🤖 AI Summary
This work addresses the efficient quantum pricing of autocallable options. We propose a novel quantum algorithm integrating numerical integration, exponential amplitude loading, and quantum amplitude estimation. The key methodological innovation is an integral-based exponential amplitude loading technique, which substantially reduces circuit complexity: under typical parameter settings, the T-depth of the payoff function module is reduced by approximately 50× compared to state-of-the-art approaches. The full quantum circuit is implemented and validated for convergence on a high-performance quantum simulator, yielding high-precision quantum estimates of the option price. Experimental results demonstrate both robust convergence and superior computational efficiency. Our approach establishes a scalable technical pathway toward practical quantum pricing of complex path-dependent financial derivatives.
📝 Abstract
We present a comprehensive quantum algorithm tailored for pricing autocallable options, offering a full implementation and experimental validation.

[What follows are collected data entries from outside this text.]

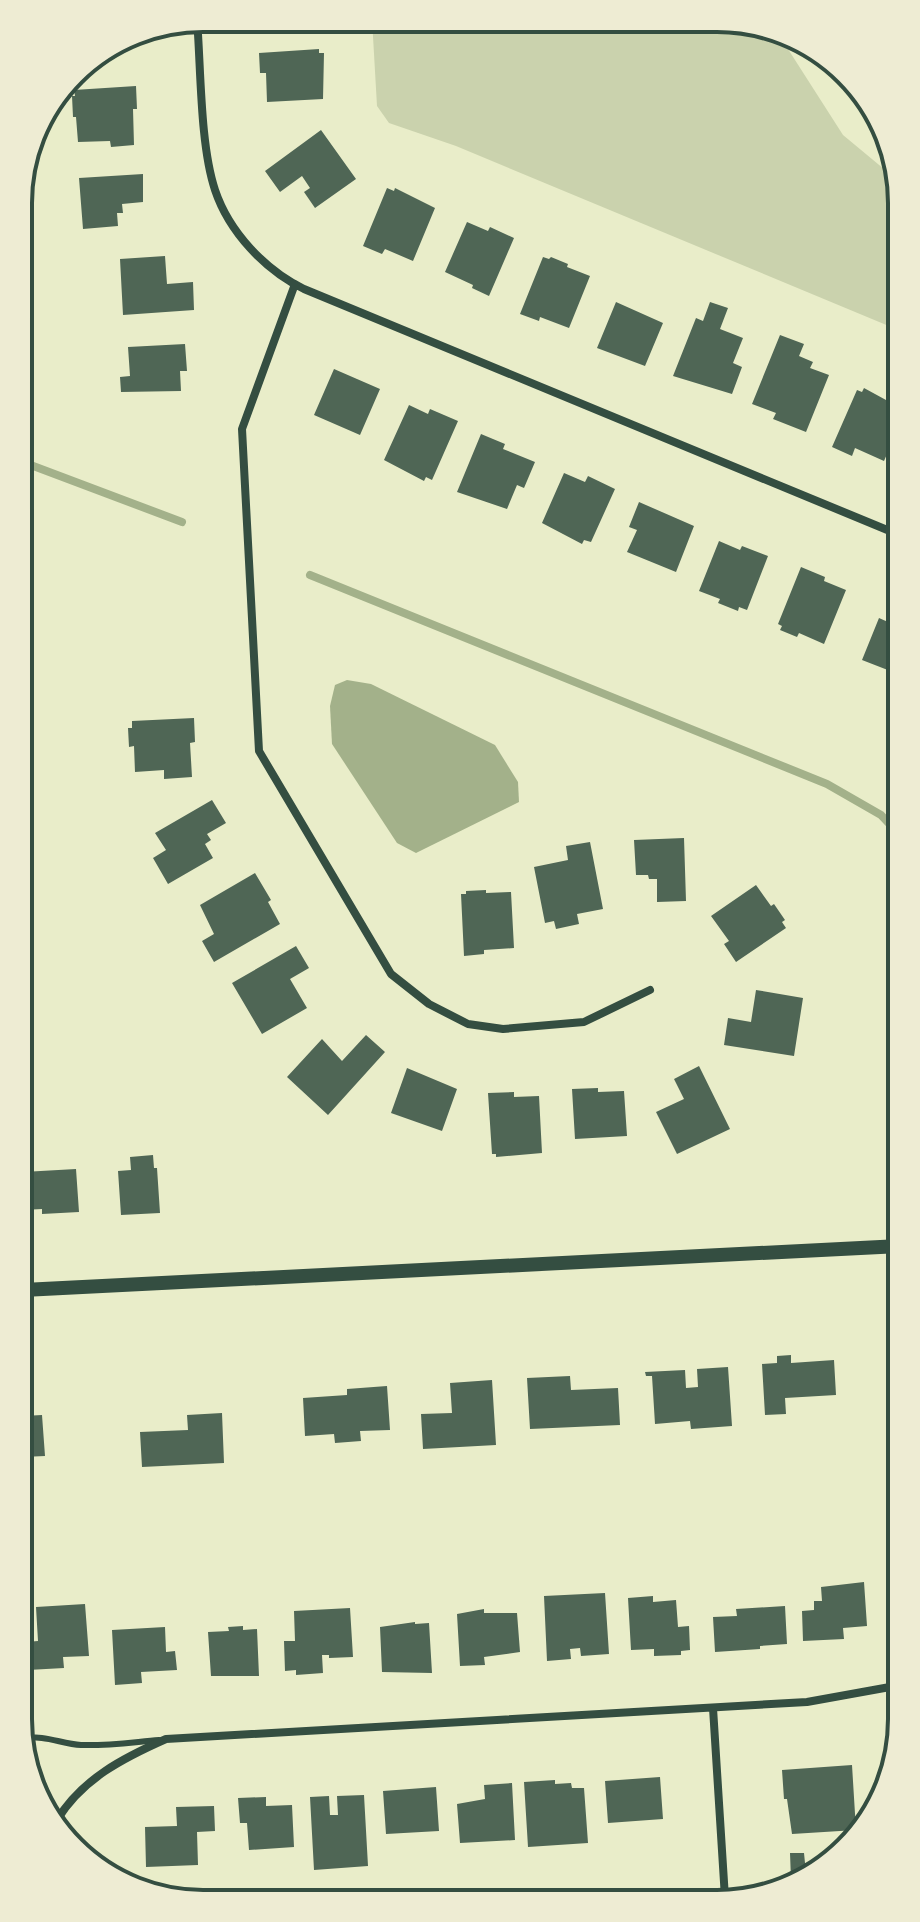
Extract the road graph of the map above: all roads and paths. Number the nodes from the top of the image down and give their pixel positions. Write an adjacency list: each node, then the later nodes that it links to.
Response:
1 (198, 32): 2 (street)
2 (295, 284): 3 (street); 4 (street)
3 (888, 530)
4 (650, 990)
5 (888, 1247): 6 (street)
6 (32, 1290)
7 (888, 1687): 8 (street)
8 (713, 1708): 10 (street); 12 (street)
9 (33, 1737): 10 (lane)
10 (166, 1739): 11 (street)
11 (61, 1814)
12 (724, 1890)

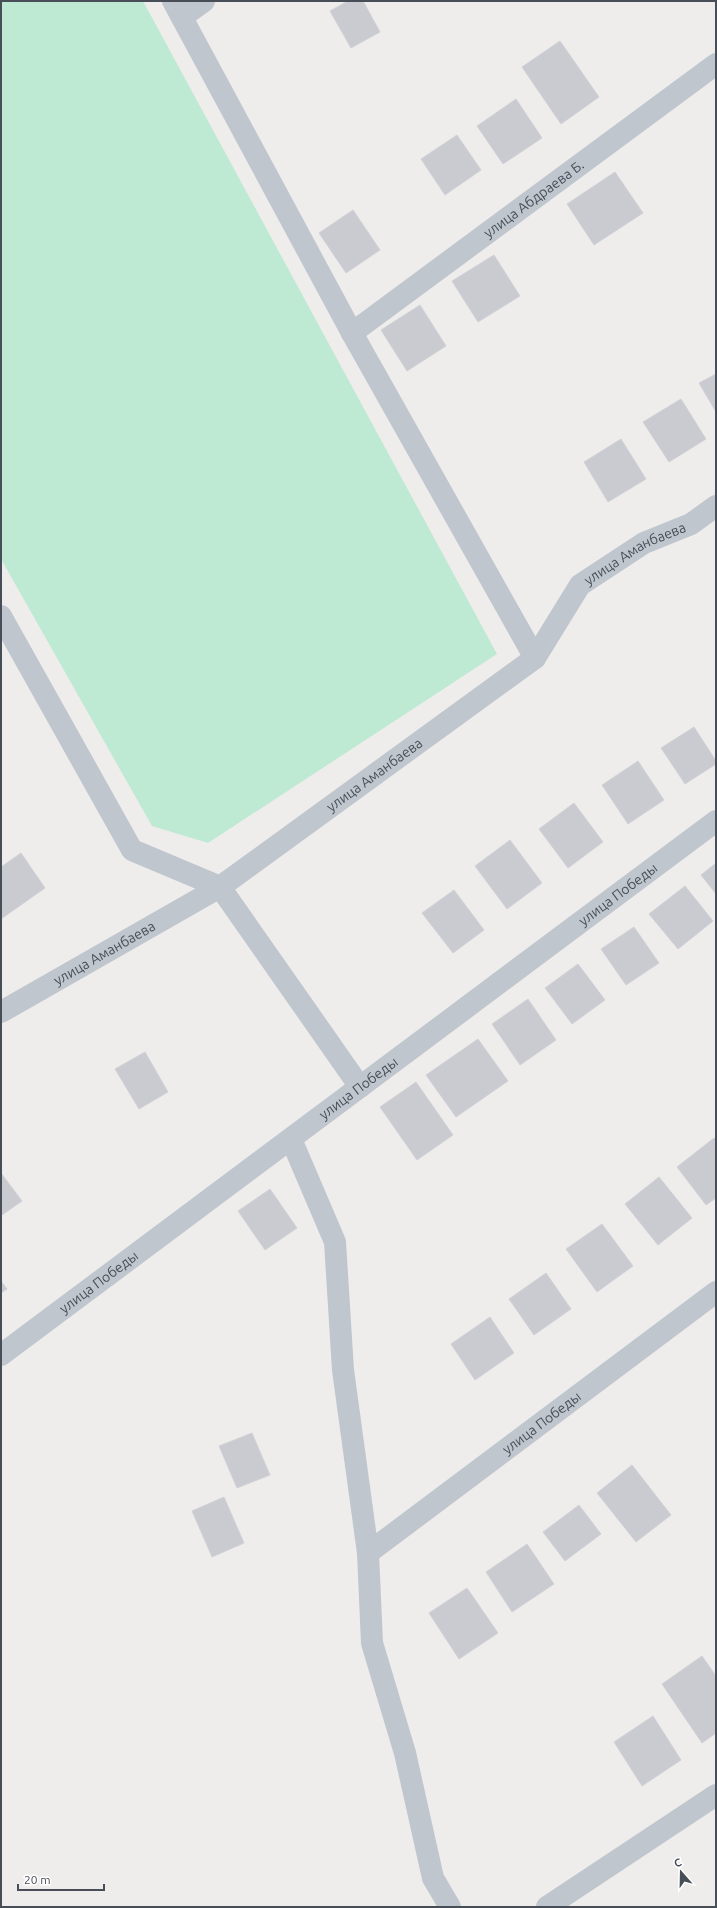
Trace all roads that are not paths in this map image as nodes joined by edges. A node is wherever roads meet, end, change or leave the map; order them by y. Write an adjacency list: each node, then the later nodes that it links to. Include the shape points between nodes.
1 (204, 1): 2 (street)
2 (178, 9): 4 (street)
3 (716, 64): 4 (street, улица Абдраева Б.)
4 (352, 332): 7 (street)
5 (716, 506): 7 (street, улица Аманбаева, via 691,524 644,543 580,585)
6 (1, 616): 9 (street, via 132,850)
7 (535, 658): 9 (street, улица Аманбаева)
8 (716, 821): 11 (street, улица Победы)
9 (220, 887): 10 (street, улица Аманбаева); 11 (street)
10 (1, 1012)
11 (360, 1087): 12 (street, улица Победы)
12 (291, 1139): 14 (street, улица Победы); 15 (street, via 335,1242 343,1370)
13 (716, 1292): 15 (street, улица Победы)
14 (1, 1355)
15 (368, 1554): 17 (street, via 372,1642 405,1753 433,1878)
16 (716, 1795): 18 (street)
17 (450, 1907)
18 (547, 1907)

Our experiments include simulations conducted on high-performance computing (HPC) hardware, along with an empirical analysis of convergence to the classically estimated value. Our key innovation is an improved integration-based exponential amplitude loading technique that reduces circuit depth compared to state-of-the-art approaches. A detailed complexity analysis in a relevant setting shows an approximately 50x reduction in T-depth for the payoff component relative to previous methods. These contributions represent a step toward more efficient quantum approaches to pricing complex financial derivatives.